Data from: Quantifying and modelling decay in forecast proficiency indicates the limits of transferability in land-cover classification
Data files
Aug 04, 2018 version files 7.17 MB
Abstract
1. The ability to provide reliable projections for the current and future distribution patterns of land-covers is fundamental if we wish to protect and manage our diminishing natural resources. Two inter-related revolutions made map productions feasible at unprecedented resolutions- the availability of high-resolution remotely-sensed data and the development of machine-learning algorithms. However, the ground-truth data needed for training models is in most cases spatially and temporally clustered. Therefore, map production requires extrapolation of models from one place to another and the uncertainty cost of such extrapolation is rarely explored.
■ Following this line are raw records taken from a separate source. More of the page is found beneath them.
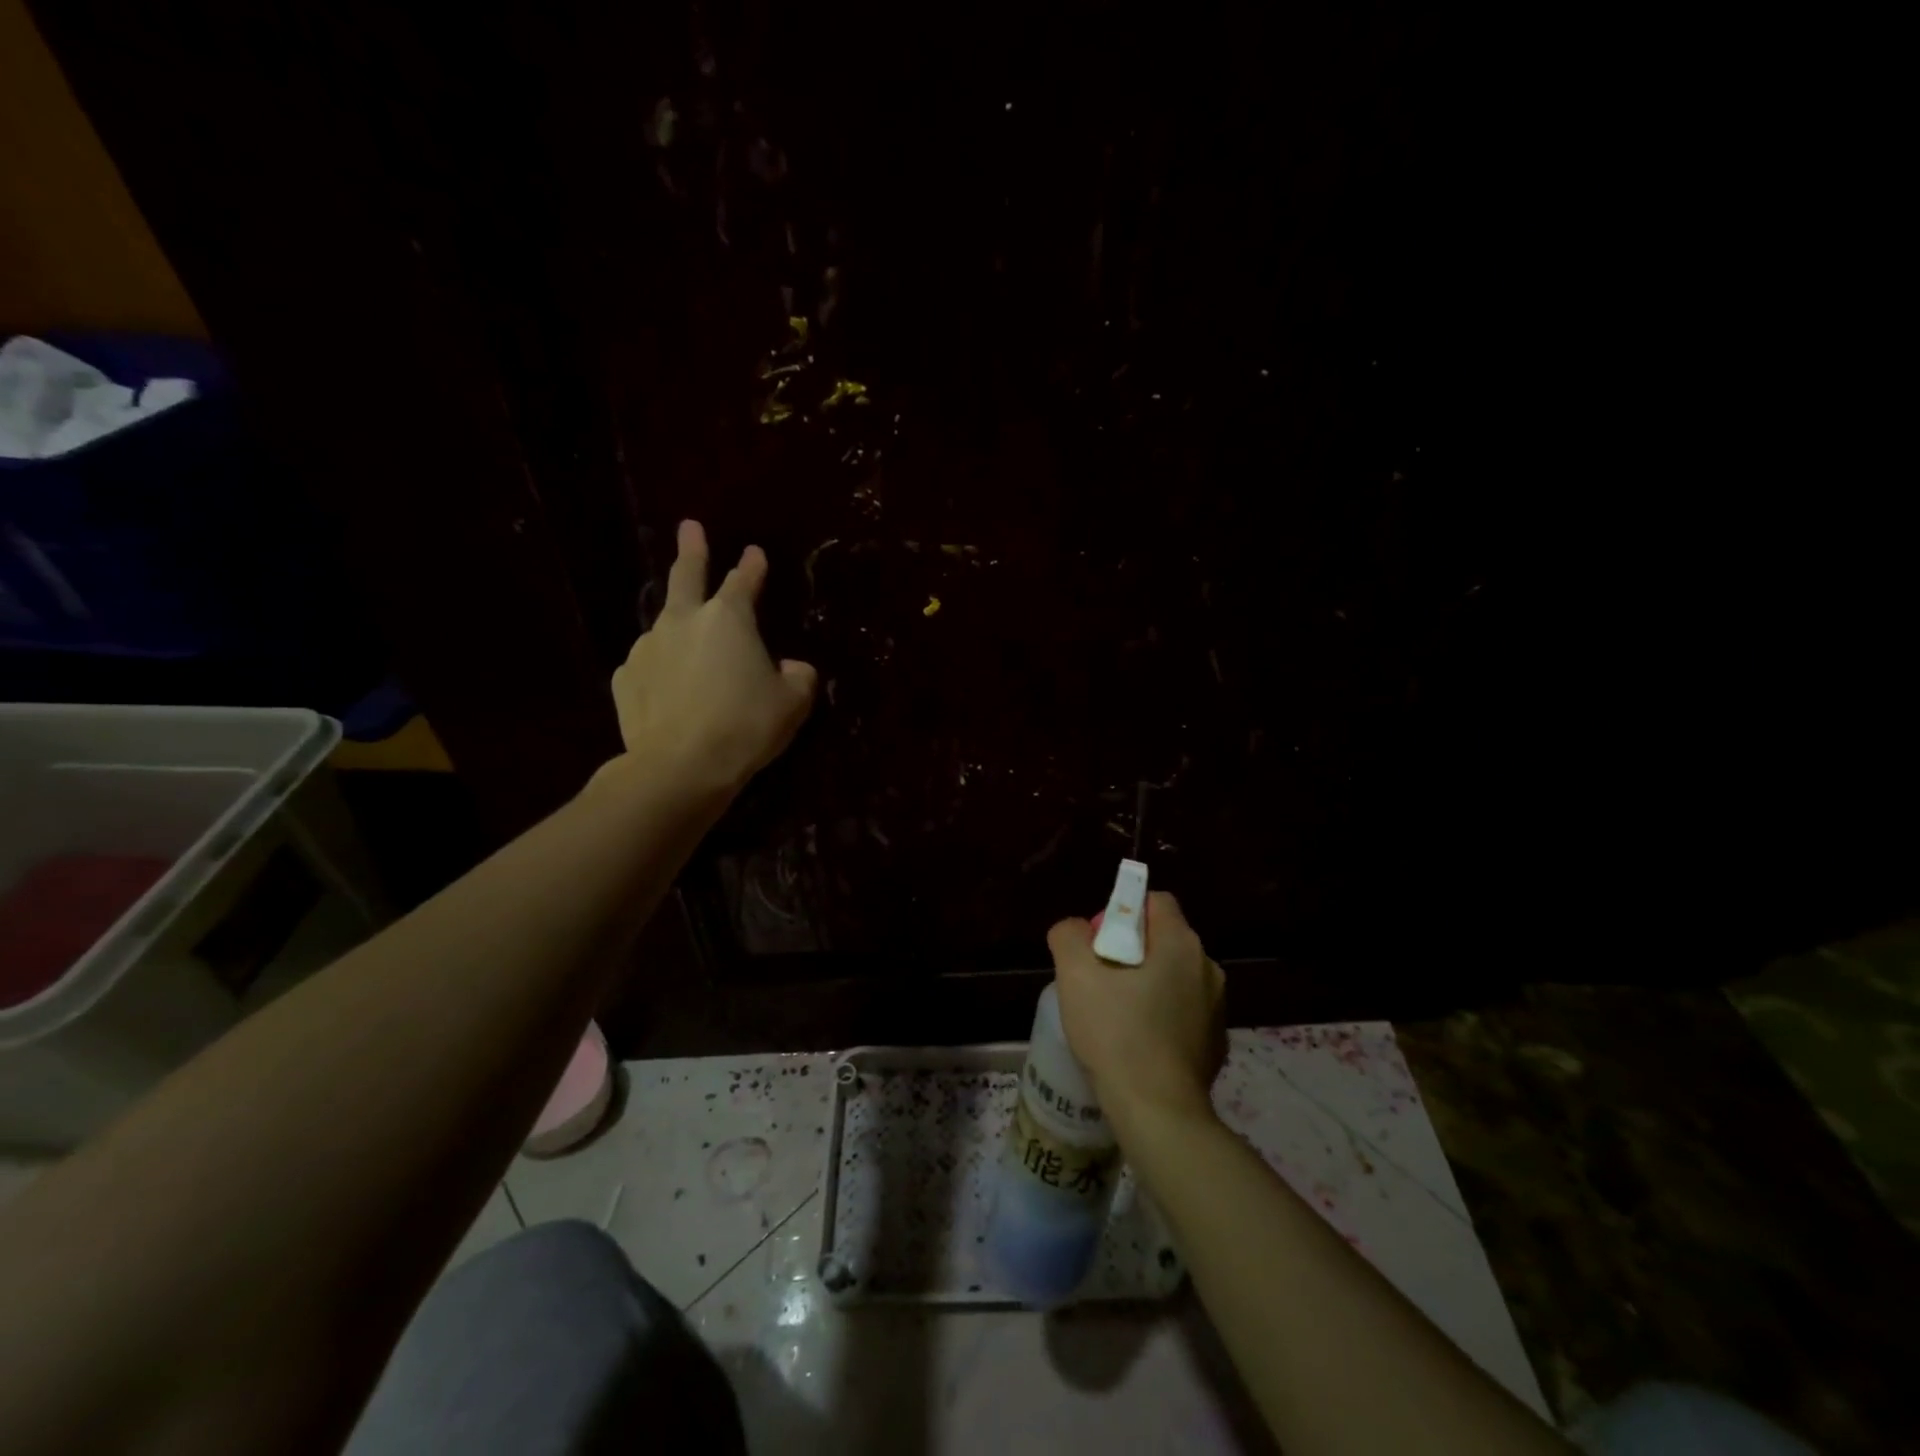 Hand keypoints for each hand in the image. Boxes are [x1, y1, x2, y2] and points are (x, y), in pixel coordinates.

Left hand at [609, 521, 817, 792]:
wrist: (681, 766)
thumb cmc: (745, 725)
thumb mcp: (792, 702)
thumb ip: (798, 677)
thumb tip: (791, 668)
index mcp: (729, 620)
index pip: (743, 582)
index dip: (751, 567)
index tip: (754, 552)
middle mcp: (683, 622)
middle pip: (686, 576)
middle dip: (691, 550)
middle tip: (689, 528)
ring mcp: (647, 648)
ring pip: (666, 627)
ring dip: (679, 629)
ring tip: (690, 651)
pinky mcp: (625, 679)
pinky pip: (649, 667)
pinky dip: (661, 670)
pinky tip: (669, 691)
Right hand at [1048, 892, 1224, 1127]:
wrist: (1158, 1111)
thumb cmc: (1116, 1033)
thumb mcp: (1074, 974)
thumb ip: (1069, 935)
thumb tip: (1074, 929)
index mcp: (1181, 942)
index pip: (1154, 901)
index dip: (1122, 913)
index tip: (1099, 944)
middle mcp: (1208, 967)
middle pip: (1162, 939)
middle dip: (1130, 951)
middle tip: (1099, 982)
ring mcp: (1217, 1007)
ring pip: (1173, 977)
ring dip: (1147, 985)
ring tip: (1115, 1017)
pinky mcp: (1217, 1042)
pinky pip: (1183, 1013)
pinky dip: (1162, 1018)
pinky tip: (1137, 1045) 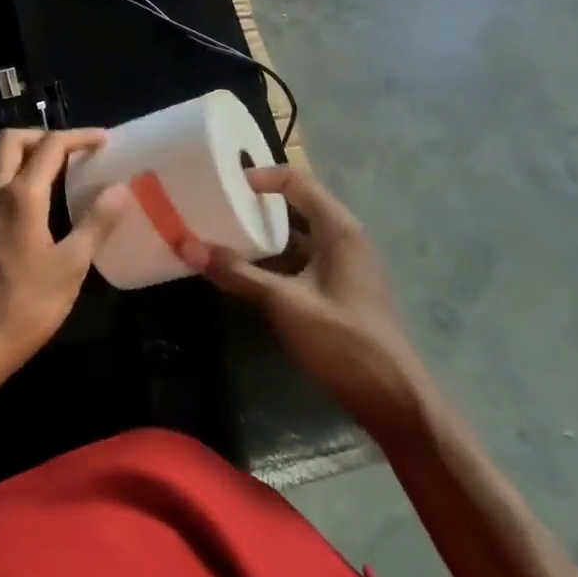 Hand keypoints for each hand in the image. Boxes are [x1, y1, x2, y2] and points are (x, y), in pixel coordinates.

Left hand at [0, 128, 132, 370]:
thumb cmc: (30, 303)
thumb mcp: (72, 264)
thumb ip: (95, 222)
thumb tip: (120, 189)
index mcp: (21, 195)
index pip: (50, 146)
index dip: (79, 137)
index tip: (103, 140)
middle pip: (11, 140)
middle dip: (43, 135)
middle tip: (72, 149)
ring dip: (19, 149)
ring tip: (48, 165)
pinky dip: (6, 168)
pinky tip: (27, 193)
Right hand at [186, 166, 429, 438]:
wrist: (392, 399)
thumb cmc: (343, 340)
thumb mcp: (283, 303)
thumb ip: (236, 273)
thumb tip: (185, 244)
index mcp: (339, 230)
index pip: (297, 182)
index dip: (261, 177)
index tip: (224, 182)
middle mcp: (344, 240)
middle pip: (296, 206)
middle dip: (256, 205)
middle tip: (216, 204)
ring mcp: (343, 268)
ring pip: (297, 237)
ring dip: (262, 235)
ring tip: (222, 234)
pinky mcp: (337, 292)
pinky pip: (300, 262)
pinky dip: (272, 260)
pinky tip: (245, 272)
In other words, we focus mainly on projections, and less on quantifying how reliable they are. 2. Following the concept of ‘forecast horizon’, we suggest that the predictability of land-cover classification models should be methodologically explored with quantitative tools as a continuum against distances measured along multiple dimensions. Focusing on ten agricultural sites from England and using models specifically designed to predict multivariate decay-curves we ask: how does a model’s predictive performance decay with distance? More specifically, we explored if we could predict the proficiency (kappa statistics) of a model trained in one site when making predictions in another site based on the spatial, temporal, spectral and environmental distances between sites. 3. We found that model proficiency decays with spatial, temporal, spectral and environmental distance between sites. More importantly, we found for the first time that it is possible to predict the performance a model transferred to or from a novel site will have, based on its distances from known sites. The spatial distance variables where the most important when predicting model transferability. 4. Exploring model transferability as a continuum may have multiple usages including predicting uncertainty values in space and time, prioritization of strategies for ground-truth data collection, and optimizing model characteristics for defined tasks.